Charles Manson remains relevant, and rightfully so
All images from Helter Skelter: An American Myth Episode 1 / Courtesy of Warner Bros TV

Charles Manson remains relevant, and rightfully so

His is the first voice we hear. "You think my mind is like your mind, but it isn't." Oh, Charles Manson, why must we hear from you still?

I am reluctant to take on this job, to review a six-part docuseries about a man and the horror he caused, a story I have already read endlessly about, watched endlessly about, heard people talk endlessly about. It feels akin to that time a newsroom manager told me to try for a jailhouse interview with Paul Bernardo. "No," I told him. "There is nothing more we need to hear from that man."

But I am intrigued. Because long before my crime-reporting career ended, before I began researching the effects of the media on trauma survivors, Helter Skelter was one of my all-time favourite true-crime books. How would I react to watching Helter Skelter: An American Myth after all these years, and after so many months of deliberately avoiding the true-crime genre, so entrenched in researching true-crime trauma I currently am.

I tell the PR people hired by Hollywood Suite I will watch one of the six hour-long episodes and let them know.

"You think my mind is like your mind, but it isn't."

As I let Manson's words sink in, I think about all the times we have written off horrible things as anomalies carried out by horrible people, broken robots. That is, after all, why Manson and his cult of hippies continues to intrigue us after all these decades, isn't it? Because they were different from us? Because it had never happened before? Because it will never happen again?

I keep watching.

Helter Skelter: An American Myth Episode 1 / Courtesy of Warner Bros TV

One of the first people we hear after Manson is former Manson "family member" Dianne Lake. "He was kind of impish and playful. You know, he could be funny," she says, almost incredulously, of the man who would later rape her. Lake was 14 years old when she met Manson. I think of all the girls I've reported on who met their pimps, their traffickers, around that age.

Stephanie Schram was 17.

"He said some things like, 'Oh what's a beautiful girl like you out here so late at night?' And in just a short period of time, he was able to tell me everything I ever wanted to hear: 'I bet your dad doesn't really love you. I bet nobody really takes you seriously.'"

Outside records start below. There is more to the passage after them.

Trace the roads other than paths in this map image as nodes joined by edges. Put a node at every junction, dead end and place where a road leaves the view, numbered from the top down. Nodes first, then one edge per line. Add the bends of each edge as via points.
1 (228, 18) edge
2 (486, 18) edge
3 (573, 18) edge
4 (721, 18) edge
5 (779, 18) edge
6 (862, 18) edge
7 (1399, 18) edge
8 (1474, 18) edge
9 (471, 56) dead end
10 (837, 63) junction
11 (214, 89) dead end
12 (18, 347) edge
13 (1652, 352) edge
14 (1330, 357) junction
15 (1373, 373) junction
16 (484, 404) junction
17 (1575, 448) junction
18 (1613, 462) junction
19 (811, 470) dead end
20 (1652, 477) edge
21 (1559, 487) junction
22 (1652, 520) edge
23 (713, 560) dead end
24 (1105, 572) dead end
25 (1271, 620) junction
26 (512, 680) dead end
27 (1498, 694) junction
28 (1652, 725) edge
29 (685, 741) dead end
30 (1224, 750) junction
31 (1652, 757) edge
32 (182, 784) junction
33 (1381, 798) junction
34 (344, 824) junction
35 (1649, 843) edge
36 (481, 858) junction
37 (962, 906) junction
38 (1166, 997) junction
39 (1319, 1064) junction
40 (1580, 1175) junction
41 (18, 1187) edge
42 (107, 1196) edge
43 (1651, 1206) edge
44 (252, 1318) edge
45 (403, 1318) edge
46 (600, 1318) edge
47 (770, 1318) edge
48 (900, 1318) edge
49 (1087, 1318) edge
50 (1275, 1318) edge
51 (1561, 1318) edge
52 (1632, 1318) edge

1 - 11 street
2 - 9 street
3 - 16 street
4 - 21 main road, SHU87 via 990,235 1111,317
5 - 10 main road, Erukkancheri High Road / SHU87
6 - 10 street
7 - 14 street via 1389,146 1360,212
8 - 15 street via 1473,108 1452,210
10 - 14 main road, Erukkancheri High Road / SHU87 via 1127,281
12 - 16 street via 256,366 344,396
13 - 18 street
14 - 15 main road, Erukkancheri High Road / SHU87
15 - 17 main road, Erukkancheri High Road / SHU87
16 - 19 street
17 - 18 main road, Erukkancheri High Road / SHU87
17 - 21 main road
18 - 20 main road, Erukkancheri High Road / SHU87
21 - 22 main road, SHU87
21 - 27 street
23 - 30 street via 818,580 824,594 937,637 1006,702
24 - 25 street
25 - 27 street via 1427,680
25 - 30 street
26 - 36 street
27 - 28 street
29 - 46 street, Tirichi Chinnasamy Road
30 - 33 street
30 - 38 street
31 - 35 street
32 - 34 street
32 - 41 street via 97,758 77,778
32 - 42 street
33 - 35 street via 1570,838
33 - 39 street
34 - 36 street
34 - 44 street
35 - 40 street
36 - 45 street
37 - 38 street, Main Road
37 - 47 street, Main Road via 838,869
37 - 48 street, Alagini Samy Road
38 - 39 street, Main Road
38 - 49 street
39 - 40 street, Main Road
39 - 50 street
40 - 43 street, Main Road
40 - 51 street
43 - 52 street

Pimp, I think. He was just like a pimp.

(For anyone unaware, I've done a lot of work around pimps and human trafficking, and recently published a book, All the Bumpy Pebbles, on the topic. I can say with certainty that not only do most pimps operate in the same ways, but their tactics very much overlap with those of cult leaders. What I didn't realize coming into this docuseries, however, was that before he became a murderous cult leader, Charles Manson was a pimp, having learned the art of coercion and control from pimps he met in prison).

I finish the first episode and agree to review the series, with one caveat: My review will be honest. And here we are.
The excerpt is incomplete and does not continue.